Tardé unos segundos en lograr reaccionar.
—Pe... pero... ¿y Soren...? ¿Dónde...?
Lansel Jeavoux respondió entregándome el fragmento de Magna Lux que una semana atrás habían insertado en el corazón de su hermano. El recién adquirido novato de la Unidad Sumer depositó el pequeño cristal en mis manos y, sin variar un ápice su expresión distante y fría, me palmeó el hombro.
—Mi hermano decía que tú eras su mejor amigo, así que tuya es la elección de entregarlo o conservarlo. Hagas lo que hagas, no me opondré. El alma de mi hermano ya se encuentra con el Sol Invicto, así que nada me ata a ese trozo de cristal.

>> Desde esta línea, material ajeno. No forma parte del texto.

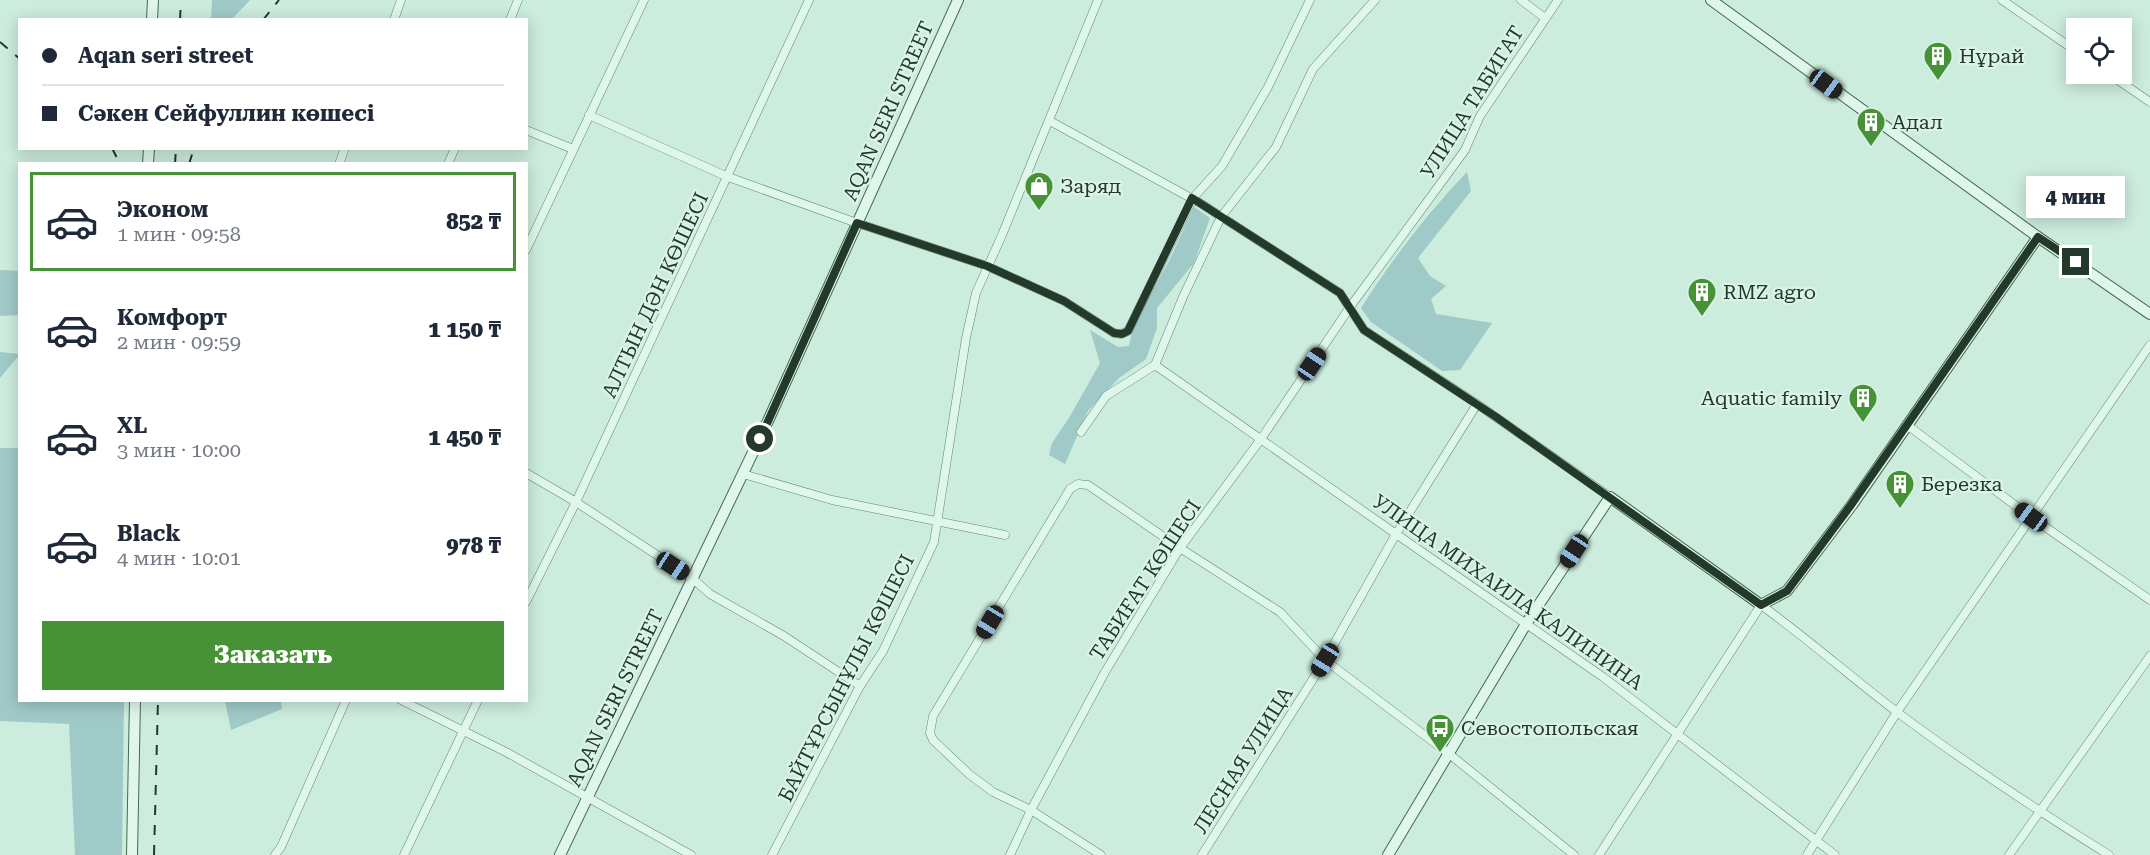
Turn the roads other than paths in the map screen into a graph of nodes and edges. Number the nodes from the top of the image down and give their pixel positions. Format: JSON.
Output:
{"nodes":[{"id":1,"x":153,"y":0,"type":"edge"},
{"id":2,"x":401,"y":0,"type":"edge"},
{"id":3,"x":518,"y":0,"type":"edge"},
{"id":4,"x":644,"y":0,"type":"edge"},
{"id":5,"x":809,"y":0,"type":"edge"},
{"id":6,"x":958,"y":0,"type":"edge"},
{"id":7,"x":1098,"y":0,"type":"edge"},
{"id":8,"x":1310,"y":0,"type":"edge"},
{"id":9,"x":1375,"y":0,"type":"edge"},
{"id":10,"x":1521,"y":0,"type":"edge"},
{"id":11,"x":1558,"y":0,"type":"edge"},
{"id":12,"x":1711,"y":0,"type":"edge"},
{"id":13,"x":2002,"y":0,"type":"edge"},
{"id":14,"x":152,"y":18,"type":"edge"},
{"id":15,"x":395,"y":18,"type":"edge"},
{"id":16,"x":511,"y":18,"type":"edge"},
{"id":17,"x":1545,"y":18,"type":"junction"},
{"id":18,"x":2066,"y":44,"type":"edge"},
{"id":19,"x":2124,"y":84,"type":"edge"},
{"id":20,"x":2150,"y":102,"type":"edge"},
{"id":21,"x":589,"y":115,"type":"junction"},
{"id":22,"x":1050,"y":121,"type":"junction"},
{"id":23,"x":528,"y":131,"type":"edge"},
{"id":24,"x":573,"y":149,"type":"junction"},
{"id":25,"x":728,"y":177,"type":"junction"},
{"id":26,"x":1192,"y":198,"type":"junction"},
{"id":27,"x":1221,"y":217,"type":"junction"},
{"id":28,"x":857,"y":223,"type":"junction"},
{"id":29,"x":2038,"y":237,"type":"junction"},
{"id":30,"x":528,"y":246,"type":"edge"},
{"id":31,"x":987,"y":266,"type":"junction"},
{"id":32,"x":1350,"y":307,"type":"junction"},
{"id":33,"x":2150,"y":314,"type":"edge"},
{"id":34,"x":2150,"y":345,"type":"edge"},
{"id":35,"x":1155,"y":365,"type":"junction"},
{"id":36,"x":1477,"y":404,"type":"junction"},
{"id":37,"x":1907,"y":425,"type":"junction"},
{"id":38,"x":1081,"y":432,"type":"dead end"},
{"id":39,"x":1261,"y":440,"type":"junction"},
{"id":40,"x":528,"y":474,"type":"edge"},
{"id":41,"x":743,"y":474,"type":"junction"},
{"id":42,"x":1610,"y":497,"type":"junction"},
{"id":43,"x":576,"y":501,"type":"junction"},
{"id":44,"x":2031,"y":517,"type":"junction"},
{"id":45,"x":938,"y":521,"type":"junction"},
{"id":46,"x":1396,"y":534,"type":"junction"},
{"id":47,"x":1005,"y":535,"type":"dead end"},
{"id":48,"x":1180,"y":548,"type":"junction"},
{"id":49,"x":692,"y":578,"type":"junction"},
{"id":50,"x":528,"y":598,"type":"edge"},
{"id":51,"x":2150,"y":600,"type":"edge"},
{"id":52,"x":1761,"y":605,"type":"junction"},
{"id":53,"x":1526,"y":624,"type":"junction"},
{"id":54,"x":2150,"y":656,"type":"edge"},
{"id":55,"x":1325,"y":660,"type":"junction"},
{"id":56,"x":860,"y":686,"type":"junction"},
{"id":57,"x":135,"y":702,"type":"edge"},
{"id":58,"x":345,"y":702,"type":"edge"},
{"id":59,"x":405,"y":702,"type":"edge"},
{"id":60,"x":477,"y":702,"type":"edge"},
{"id":61,"x":1897,"y":712,"type":"junction"},
{"id":62,"x":463,"y":729,"type":"junction"},
{"id":63,"x":1677,"y":734,"type":"junction"},
{"id":64,"x":1448,"y":753,"type":"junction"},
{"id":65,"x":588,"y":797,"type":"junction"},
{"id":66,"x":1031,"y":810,"type":"junction"},
{"id":67,"x":2041,"y":812,"type":"junction"},
{"id":68,"x":1816,"y":842,"type":"junction"},
{"id":69,"x":132,"y":855,"type":"edge"},
{"id":70,"x":275,"y":855,"type":"edge"},
{"id":71,"x":404,"y":855,"type":"edge"},
{"id":72,"x":560,"y":855,"type":"edge"},
{"id":73,"x":691,"y":855,"type":"edge"},
{"id":74,"x":772,"y":855,"type":"edge"},
{"id":75,"x":1011,"y":855,"type":"edge"},
{"id":76,"x":1101,"y":855,"type":"edge"},
{"id":77,"x":1202,"y":855,"type":"edge"},
{"id":78,"x":1388,"y":855,"type":"edge"},
{"id":79,"x":1574,"y":855,"type":"edge"},
{"id":80,"x":1599,"y":855,"type":"edge"},
{"id":81,"x":1808,"y":855,"type":"edge"},
{"id":82,"x":1835,"y":855,"type":"edge"},
{"id":83,"x":2009,"y":855,"type":"edge"},
{"id":84,"x":2109,"y":855,"type":"edge"}],
"edges":[{"from":1,"to":14,"type":"street"},
{"from":2,"to":15,"type":"street"},
{"from":3,"to":16,"type":"street"},
{"from":4,"to":21,"type":"street"},
{"from":5,"to":25,"type":"street","name":"АЛТЫН ДӘН КӨШЕСІ"},
{"from":6,"to":28,"type":"street","name":"AQAN SERI STREET"},
{"from":7,"to":22,"type":"street","name":"БАЙТҰРСЫНҰЛЫ КӨШЕСІ"},
{"from":8,"to":26,"type":"street"},
{"from":9,"to":27,"type":"street"},
{"from":10,"to":17,"type":"street"},
{"from":11,"to":17,"type":"street","name":"УЛИЦА ТАБИГАТ"},
{"from":12,"to":29,"type":"street"},
{"from":13,"to":18,"type":"street"},
{"from":17,"to":32,"type":"street","name":"УЛИЦА ТАБИГАТ"},
{"from":19,"to":20,"type":"street"},
{"from":21,"to":24,"type":"street"},
{"from":21,"to":25,"type":"street"},
{"from":22,"to":26,"type":"street"},
{"from":22,"to":31,"type":"street","name":"БАЙТҰРСЫНҰЛЫ КӨШЕСІ"},
{"from":23,"to":24,"type":"street"},
{"from":24,"to":30,"type":"street"},
{"from":25,"to":28,"type":"street"},
{"from":25,"to":43,"type":"street","name":"АЛТЫН ДӘН КӨШЕСІ"},
{"from":26,"to":27,"type":"street"},
{"from":26,"to":31,"type":"street"},
{"from":27,"to":32,"type":"street"},
{"from":27,"to":35,"type":"street"},
{"from":28,"to":31,"type":"street"},
{"from":28,"to":41,"type":"street","name":"AQAN SERI STREET"},
{"from":29,"to":33,"type":"street"},
{"from":29,"to":37,"type":"street"},
{"from":31,"to":45,"type":"street","name":"БАЙТҰРСЫНҰЛЫ КӨШЕСІ"},
{"from":32,"to":36,"type":"street"},
{"from":32,"to":39,"type":"street","name":"ТАБИҒАТ КӨШЕСІ"},
{"from":34,"to":44,"type":"street"},
{"from":35,"to":38,"type":"street"},
{"from":35,"to":39,"type":"street","name":"УЛИЦА МИХАИЛА КАЛИНИНА"},
{"from":36,"to":42,"type":"street"},
{"from":36,"to":46,"type":"street","name":"ЛЕСНАЯ УЛИЦА"},
{"from":37,"to":44,"type":"street"},
{"from":37,"to":52,"type":"street"},
{"from":39,"to":46,"type":"street","name":"УЛИЦА МИХАИЛА КАЛИНИНА"},
{"from":39,"to":48,"type":"street","name":"ТАБИҒАТ КӨШЕСІ"},
{"from":40,"to":43,"type":"street"},
{"from":41,"to":45,"type":"street"},
{"from":41,"to":49,"type":"street","name":"AQAN SERI STREET"},
{"from":42,"to":52,"type":"street"},
{"from":42,"to":53,"type":"street"},
{"from":43,"to":49,"type":"street"},
{"from":43,"to":50,"type":"street","name":"АЛТЫН ДӘН КӨШЕСІ"},
{"from":44,"to":51,"type":"street"},
{"from":44,"to":61,"type":"street"},
{"from":45,"to":47,"type":"street"},
{"from":45,"to":56,"type":"street","name":"БАЙТҰРСЫНҰЛЫ КӨШЕСІ"},
{"from":46,"to":53,"type":"street","name":"УЛИЦА МИХАИЛА КАЛИНИНА"},
{"from":46,"to":55,"type":"street","name":"ЛЕСНАЯ УЛИЦА"},
{"from":48,"to":55,"type":"street"},
{"from":48,"to":66,"type":"street","name":"ТАБИҒАТ КӨШЕСІ"},
{"from":48,"to":66,"type":"street"},
{"from":49,"to":56,"type":"street"},
{"from":49,"to":65,"type":"street","name":"AQAN SERI STREET"},
{"from":52,"to":61,"type":"street"},
{"from":52,"to":63,"type":"street"},
{"from":53,"to":63,"type":"street","name":"УЛИЦА МИХАИЛА КАЛИНИНА"},
{"from":53,"to":64,"type":"street"},
{"from":54,"to":67,"type":"street"},
{"from":55,"to":64,"type":"street"},
{"from":55,"to":77,"type":"street","name":"ЛЕСНАЯ УЛИЦА"},
{"from":56,"to":74,"type":"street","name":"БАЙТҰРСЫНҰЛЫ КӨШЕСІ"},
{"from":57,"to":69,"type":"street"},
{"from":58,"to":70,"type":"street"},
{"from":59,"to":62,"type":"street"},
{"from":60,"to":62,"type":"street"},
{"from":61,"to":67,"type":"street"},
{"from":61,"to":68,"type":"street"},
{"from":62,"to":65,"type":"street"},
{"from":62,"to":71,"type":"street"},
{"from":63,"to":68,"type":"street","name":"УЛИЦА МИХАИЛА КАЛИНИНА"},
{"from":63,"to":80,"type":"street"},
{"from":64,"to":78,"type":"street"},
{"from":64,"to":79,"type":"street"},
{"from":65,"to":72,"type":"street","name":"AQAN SERI STREET"},
{"from":65,"to":73,"type":"street"},
{"from":66,"to":75,"type":"street","name":"ТАБИҒАТ КӨШЕСІ"},
{"from":66,"to":76,"type":"street"},
{"from":67,"to":83,"type":"street"},
{"from":67,"to":84,"type":"street"},
{"from":68,"to":81,"type":"street"},
{"from":68,"to":82,"type":"street","name":"УЛИЦА МИХАИЛА КАЛИНИНА"}]}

—¿Significa eso que Soren...?
—Ha muerto, sí. Hace dos horas... ¿Sabes? Te daré un consejo, chico. Si los cirujanos dicen que no te muevas, obedécelos. Esto eso lo que pasa cuando no lo haces.
—Pero...
—Nos vemos en un par de años en la unidad.
Y sí, nos veríamos y nos haríamos buenos amigos, pero hasta entonces pasaría dos años pensando a diario en lo poco que le había importado la muerte de su hermano y, sobre todo, en que nadie, incluido yo, era inmortal.